Thursday, February 2, 2017

limited size priorityqueue implementation using core JAVA and Guava

Example of implement limited size priorityqueue using Guava's  MinMaxPriorityQueue

For example, Let’s say if I want to keep track of the top 10 most frequent elements. The following would be the implementation if I use Java’s native PriorityQueue.
//using Java's priorityQueue
public List<Integer> getTopKFrequent(int[] nums, int k) {
  List<Integer> result = new ArrayList<>();
  List<Integer> distinctList = new ArrayList<>(); //distinct numbers
  HashMap<Integer, Integer> map = new HashMap<Integer, Integer>(); //number, frequency
  for(int num: nums){
      if(map.containsKey(num)){
          map.put(num, map.get(num)+1);
      }else{
          map.put(num, 1);
          distinctList.add(num);
      }
  }
  //PriorityQuueue with custom comparator,  with the head of queue being the element with highest frequency.
  PriorityQueue<Integer> maxHeap = new PriorityQueue<>((a,b) -> (map.get(b)-map.get(a)));//offer first k from distinct number list
  for(int i =0; i<distinctList.size(); i++){
      maxHeap.offer(distinctList.get(i));
  }
  for(int i=0; i<k; i++){
      result.add(maxHeap.poll());
  }
  return result;
}

the priorityqueue will hold N elements ( n being the number of distinct elements in the list). it can get very memory intensive when N gets big (let’s say 200k items).  
so, We currently have two options if we need to save on memory.

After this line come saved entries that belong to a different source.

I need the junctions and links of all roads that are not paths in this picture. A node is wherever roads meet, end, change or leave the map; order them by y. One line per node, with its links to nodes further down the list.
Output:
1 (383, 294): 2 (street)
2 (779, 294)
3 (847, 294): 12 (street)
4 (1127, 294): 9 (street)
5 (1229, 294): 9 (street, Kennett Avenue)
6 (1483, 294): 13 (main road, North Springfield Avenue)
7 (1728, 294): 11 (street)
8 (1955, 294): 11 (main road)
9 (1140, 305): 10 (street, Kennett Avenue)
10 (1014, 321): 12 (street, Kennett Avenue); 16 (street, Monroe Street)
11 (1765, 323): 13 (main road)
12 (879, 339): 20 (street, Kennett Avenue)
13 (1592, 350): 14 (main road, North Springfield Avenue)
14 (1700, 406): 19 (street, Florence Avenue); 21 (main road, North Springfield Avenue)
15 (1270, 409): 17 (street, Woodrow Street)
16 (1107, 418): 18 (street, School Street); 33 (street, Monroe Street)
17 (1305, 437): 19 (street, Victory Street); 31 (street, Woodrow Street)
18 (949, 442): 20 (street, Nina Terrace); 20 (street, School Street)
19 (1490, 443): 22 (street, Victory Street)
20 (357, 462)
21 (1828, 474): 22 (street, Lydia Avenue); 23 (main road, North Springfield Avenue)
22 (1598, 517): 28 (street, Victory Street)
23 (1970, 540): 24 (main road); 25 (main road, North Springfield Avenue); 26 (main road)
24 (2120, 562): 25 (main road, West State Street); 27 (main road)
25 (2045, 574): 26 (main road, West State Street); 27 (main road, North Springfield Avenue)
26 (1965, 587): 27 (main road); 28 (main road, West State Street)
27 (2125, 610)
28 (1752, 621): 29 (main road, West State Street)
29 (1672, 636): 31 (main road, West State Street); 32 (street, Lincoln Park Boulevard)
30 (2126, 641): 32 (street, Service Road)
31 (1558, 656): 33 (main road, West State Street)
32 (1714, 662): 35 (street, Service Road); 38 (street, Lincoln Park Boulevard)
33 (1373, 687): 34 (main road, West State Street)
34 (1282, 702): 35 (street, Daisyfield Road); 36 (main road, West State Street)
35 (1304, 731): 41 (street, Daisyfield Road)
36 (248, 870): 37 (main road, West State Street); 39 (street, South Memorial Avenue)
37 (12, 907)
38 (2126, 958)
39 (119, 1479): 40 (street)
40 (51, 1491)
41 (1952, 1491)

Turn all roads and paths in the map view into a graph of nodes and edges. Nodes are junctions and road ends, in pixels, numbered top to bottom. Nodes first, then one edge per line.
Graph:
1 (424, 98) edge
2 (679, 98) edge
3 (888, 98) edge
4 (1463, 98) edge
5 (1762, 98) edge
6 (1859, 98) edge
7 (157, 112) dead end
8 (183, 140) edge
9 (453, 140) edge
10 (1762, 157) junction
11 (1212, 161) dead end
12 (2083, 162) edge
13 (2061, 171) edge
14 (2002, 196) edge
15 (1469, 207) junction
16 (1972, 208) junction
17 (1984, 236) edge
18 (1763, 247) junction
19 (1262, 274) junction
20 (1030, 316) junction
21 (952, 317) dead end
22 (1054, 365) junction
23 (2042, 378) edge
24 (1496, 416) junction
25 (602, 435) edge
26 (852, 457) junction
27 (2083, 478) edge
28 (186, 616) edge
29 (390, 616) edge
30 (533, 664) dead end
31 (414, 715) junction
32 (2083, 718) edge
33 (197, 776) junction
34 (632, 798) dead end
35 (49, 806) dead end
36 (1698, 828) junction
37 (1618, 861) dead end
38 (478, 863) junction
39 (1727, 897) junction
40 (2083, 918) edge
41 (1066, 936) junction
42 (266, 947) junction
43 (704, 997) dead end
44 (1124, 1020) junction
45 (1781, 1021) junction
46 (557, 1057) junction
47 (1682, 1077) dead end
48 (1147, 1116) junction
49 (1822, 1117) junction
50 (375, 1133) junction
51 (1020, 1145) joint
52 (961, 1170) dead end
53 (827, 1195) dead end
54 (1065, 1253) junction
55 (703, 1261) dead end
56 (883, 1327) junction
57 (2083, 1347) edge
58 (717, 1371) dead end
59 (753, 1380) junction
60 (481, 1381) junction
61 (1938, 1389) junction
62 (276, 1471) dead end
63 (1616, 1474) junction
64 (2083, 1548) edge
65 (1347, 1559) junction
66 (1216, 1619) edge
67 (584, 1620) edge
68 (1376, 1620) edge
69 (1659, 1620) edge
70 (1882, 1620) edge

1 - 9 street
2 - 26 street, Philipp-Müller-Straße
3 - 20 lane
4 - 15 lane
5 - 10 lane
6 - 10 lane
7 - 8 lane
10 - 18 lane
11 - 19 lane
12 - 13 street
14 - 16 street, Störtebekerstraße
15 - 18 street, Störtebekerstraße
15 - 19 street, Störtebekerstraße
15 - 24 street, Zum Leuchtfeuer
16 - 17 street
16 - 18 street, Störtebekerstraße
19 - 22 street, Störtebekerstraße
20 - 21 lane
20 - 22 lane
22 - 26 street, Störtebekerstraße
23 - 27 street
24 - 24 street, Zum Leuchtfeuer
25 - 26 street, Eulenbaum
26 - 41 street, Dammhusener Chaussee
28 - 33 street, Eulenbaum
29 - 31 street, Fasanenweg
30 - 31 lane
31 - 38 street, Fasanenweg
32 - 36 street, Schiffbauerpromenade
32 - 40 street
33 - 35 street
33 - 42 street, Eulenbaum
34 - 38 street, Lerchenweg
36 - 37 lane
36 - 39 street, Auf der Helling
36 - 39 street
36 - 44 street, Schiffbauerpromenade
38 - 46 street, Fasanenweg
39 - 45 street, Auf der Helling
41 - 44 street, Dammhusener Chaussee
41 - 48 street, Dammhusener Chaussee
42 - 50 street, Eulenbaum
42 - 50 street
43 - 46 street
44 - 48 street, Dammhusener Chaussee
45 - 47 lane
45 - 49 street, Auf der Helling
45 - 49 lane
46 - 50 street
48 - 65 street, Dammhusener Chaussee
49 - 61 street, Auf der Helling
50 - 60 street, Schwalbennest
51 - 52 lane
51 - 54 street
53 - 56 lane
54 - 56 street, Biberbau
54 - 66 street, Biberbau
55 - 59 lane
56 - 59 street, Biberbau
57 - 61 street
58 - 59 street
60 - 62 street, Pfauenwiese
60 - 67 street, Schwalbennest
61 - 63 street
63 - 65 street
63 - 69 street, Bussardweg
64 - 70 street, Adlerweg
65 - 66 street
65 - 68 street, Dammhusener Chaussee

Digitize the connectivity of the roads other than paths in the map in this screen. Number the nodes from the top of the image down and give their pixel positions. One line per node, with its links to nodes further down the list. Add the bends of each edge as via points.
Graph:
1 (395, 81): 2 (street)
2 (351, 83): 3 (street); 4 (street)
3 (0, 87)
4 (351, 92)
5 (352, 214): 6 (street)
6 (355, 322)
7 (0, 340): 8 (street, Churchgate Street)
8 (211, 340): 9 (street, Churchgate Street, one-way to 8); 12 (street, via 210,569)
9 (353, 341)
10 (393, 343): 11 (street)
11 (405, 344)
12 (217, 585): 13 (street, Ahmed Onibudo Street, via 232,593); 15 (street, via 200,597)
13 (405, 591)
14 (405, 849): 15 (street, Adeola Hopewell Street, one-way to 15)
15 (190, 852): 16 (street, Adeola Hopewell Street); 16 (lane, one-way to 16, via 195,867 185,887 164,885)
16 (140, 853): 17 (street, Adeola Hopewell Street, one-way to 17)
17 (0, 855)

Method 1: use minHeap. we add the elements to the queue until the size of queue reaches k, then we can compare each of the rest of the  elements with the head of queue. ( see code_snippet_2 below)
Method 2: use Guava’s minMaxQueue , which can be configured with a maximum size. each time the size of queue exceeds the configured maximum size, the queue automatically removes its greatest element according to its comparator.  ( see code_snippet_3 below)

code_snippet_2
//using Java's priorityQueue -minHeap
public List<Integer> getTopKFrequent(int[] nums, int k) {
  List<Integer> result = new ArrayList<>();
  List<Integer> distinctList = new ArrayList<>(); //distinct numbers
  HashMap<Integer, Integer> map = new HashMap<Integer, Integer>(); //number, frequency
  for(int num: nums){
      if(map.containsKey(num)){
          map.put(num, map.get(num)+1);
      }else{
          map.put(num, 1);
          distinctList.add(num);
      }
  }
  //PriorityQuueue with custom comparator,  with the head of queue being the element with lowest frequency.
  PriorityQueue<Integer> minHeap = new PriorityQueue<>((a, b) -> (map.get(a)-map.get(b)));//offer first k from distinct number list
  int index = 0;
  for(int i =0; i<k; i++){
      minHeap.offer(distinctList.get(i));
      index++;
  }
  while(index < distinctList.size()){
      if(map.get(minHeap.peek())< map.get(distinctList.get(index))){
          minHeap.poll();
          minHeap.offer(distinctList.get(index));
      }
      index ++;
  }
  //add to the result in reverse order
  for(int i=0; i<k; i++){
      result.add(0, minHeap.poll());
  }
  return result;
}

code_snippet_3
//using Guava's minMaxPriorityQueue
public List<Integer> getTopKFrequent(int[] nums, int k) {
  List<Integer> result = new ArrayList<>();
  List<Integer> temp = new ArrayList<>(); //distinct numbers
  HashMap<Integer, Integer> map = new HashMap<>(); //number, frequency
  for(int num: nums){
      if(map.containsKey(num)){
          map.put(num, map.get(num)+1);
      }else{
          map.put(num, 1);
          temp.add(num);
      }
  }
//Guava's MinMaxPriorityQueue
  MinMaxPriorityQueue<Integer> maxHeap = MinMaxPriorityQueue.orderedBy(new Comparator<Integer>(){
      public int compare(Integer a, Integer b){
          return Integer.compare(map.get(b), map.get(a));
      }
  }).maximumSize(k).create();
//offer all elements, MinMaxPriorityQueue will envict based on comparators
  for(int i =0; i<temp.size(); i++){
      maxHeap.add(temp.get(i));
  }
  //add to the result
  for(int i=0; i<k; i++){
      result.add(maxHeap.poll());
  }
  return result;
}

At my test, when the number of distinct element is 7, the running time using  minHeap is 38ms, while the running time using Guava’s MinMaxPriorityQueue is 8 ms.